Après, je suppose que les approvisionnements se font selon les unités de production... 

Apple fixe le cahier des charges et chaque fabricant y répond à sa manière.


----------



## Vaudoux (2 Août 2012)

Merci pour ta réponse


----------



## Arlekin (2 Août 2012)

314-r a dit:


> deux hypothéses :
> 
> - faire face à la demande (en quantités)
> - ne pas mettre ses oeufs dans le même panier, et faire jouer la concurrence
> ...


 

+1, après faut ce dire que si Apple à pris LG pour son retina en plus de Samsung, c'est que LG doit surement répondre comme il faut au cahier des charges. LG n'est peut être pas aussi performant sur la scène grand public que Samsung mais sa reste quand même une marque largement potable, parfois certains écrans LG en démonstration possèdent une très belle définition d'image.


----------



## eryllion (2 Août 2012)

Bonjour
Je touche du bois, mais pour l'instant ma dalle LG fonctionne parfaitement.

^^

Il y a eu sans doute, une mauvaise série, mais il n'est pas dit que toutes les dalles LG soient concerné.


----------



## 314-r (2 Août 2012)

eryllion a dit:


> Bonjour
> Je touche du bois, mais pour l'instant ma dalle LG fonctionne parfaitement.
> 
> ^^
> ...



En tant que marabout vendéen, je peux te procurer, pas cher, une petite poupée qui garantira ton Applecare...


----------



## Nyrvan (2 Août 2012)

Bon ben mon écran présente trois taches et deux pixels morts. Après un contact téléphonique, Apple me renvoie directement un nouveau modèle et dès réception, je retournerai mon MBPr actuel. Très fair-play de leur part en tout les cas vu que je suis en dehors des 14 jours.
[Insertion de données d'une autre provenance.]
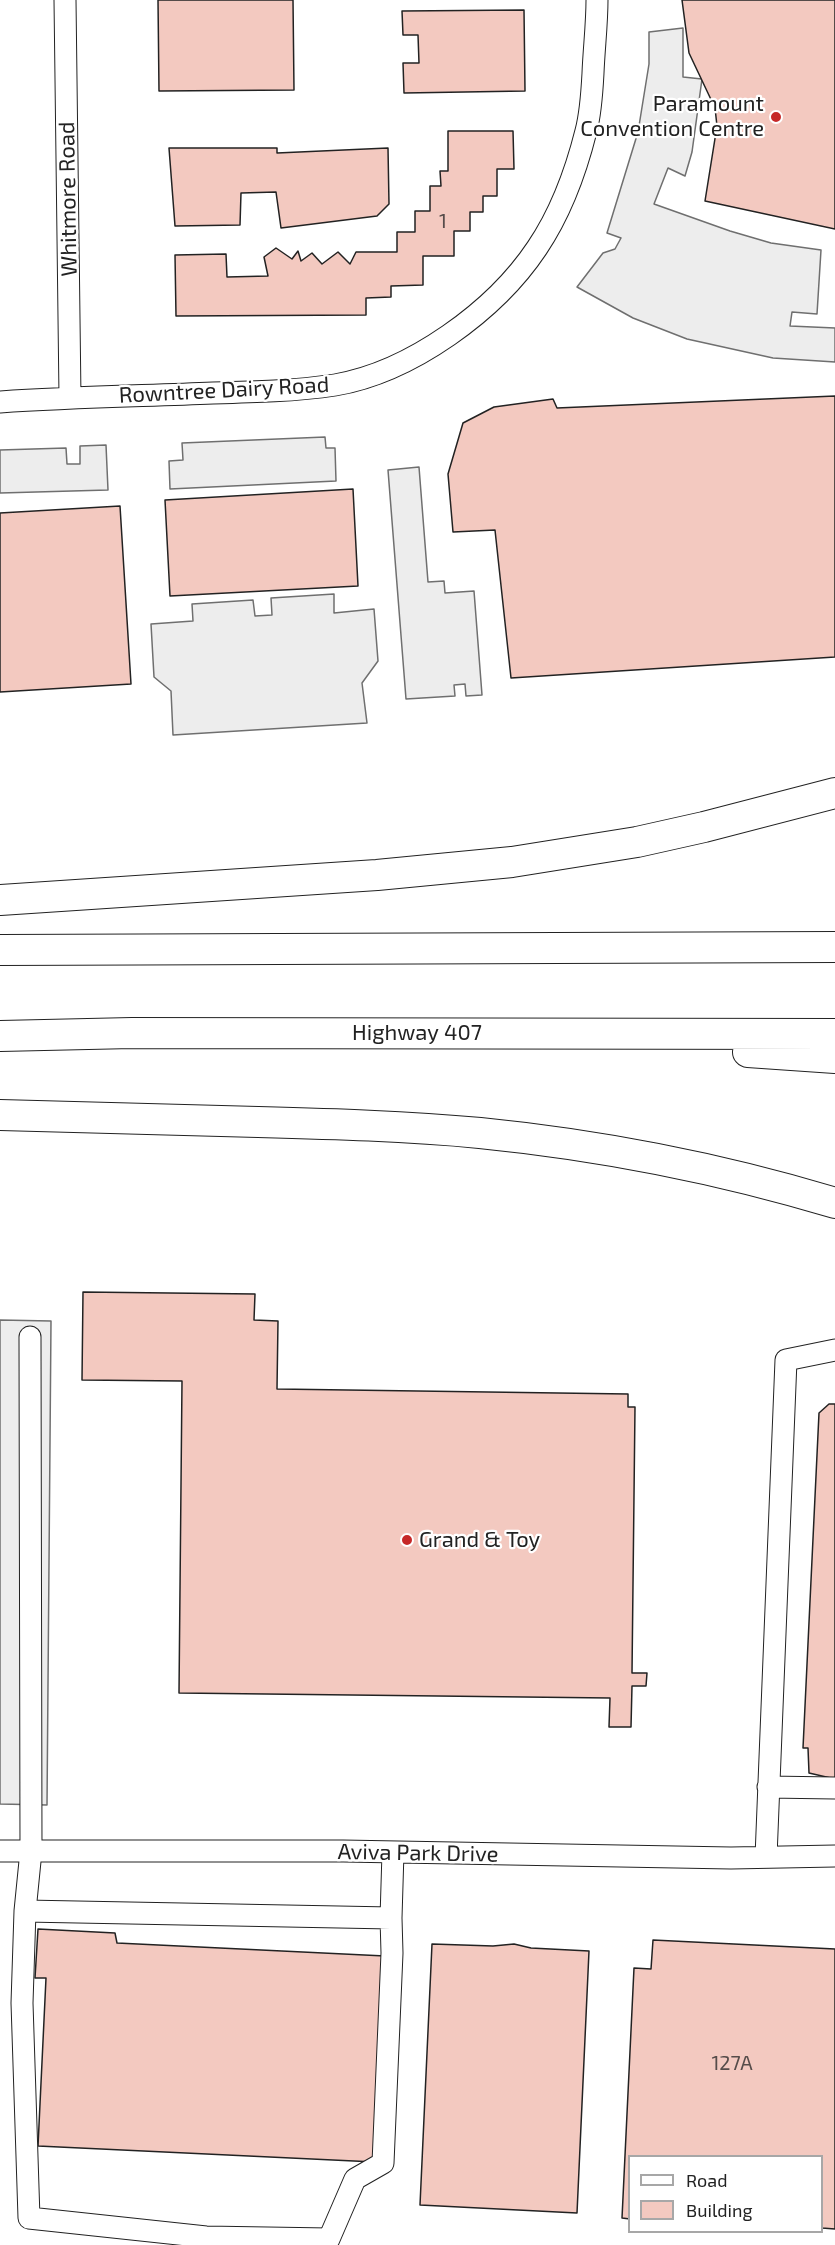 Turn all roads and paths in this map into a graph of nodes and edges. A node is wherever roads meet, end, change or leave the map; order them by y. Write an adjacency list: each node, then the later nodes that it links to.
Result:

PS : Ma dalle est une Samsung.


----------



## Mr_Awesome (3 Août 2012)

Des taches ?


----------



## 314-r (3 Août 2012)

... en tâche de fond...


----------



## Mr_Awesome (3 Août 2012)

Moi je peux apercevoir une sorte de ligne/tache vertical grise à droite, je ne sais pas si c'est normal ... ça se voit juste sur fond blanc.


----------



## Mr_Awesome (3 Août 2012)

Voilà à quoi ça ressemble en photo : http://www.mrawesomeblog.fr/wp-content/uploads/2012/08/photo.png


----------



## Nyrvan (3 Août 2012)

Oui trois petites taches de l'ordre d'un mm chacune. Ce n'est pas comme des pixels morts (ceux-ci sont bien rouges et définis) car à distance on distingue les taches. Alors que les pixels morts, il faut avoir le nez dessus pour le voir.


----------



## Membre supprimé 2 (6 Août 2012)

J'ai reçu le mien vendredi..
Commande passée le 12 juillet > semaine de fabrication #30 avec Lion pré-installé&#8230; (Il s'agit d'un modèle à 2.6Ghz / 16Go)

J'ai l'impression d'avoir gagné le gros lot, mon écran est de marque Samsung, sans pixels morts, sans taches, la "coque" ne craque pas et pas de grésillement à constater au niveau des touches num. lors du retro éclairage...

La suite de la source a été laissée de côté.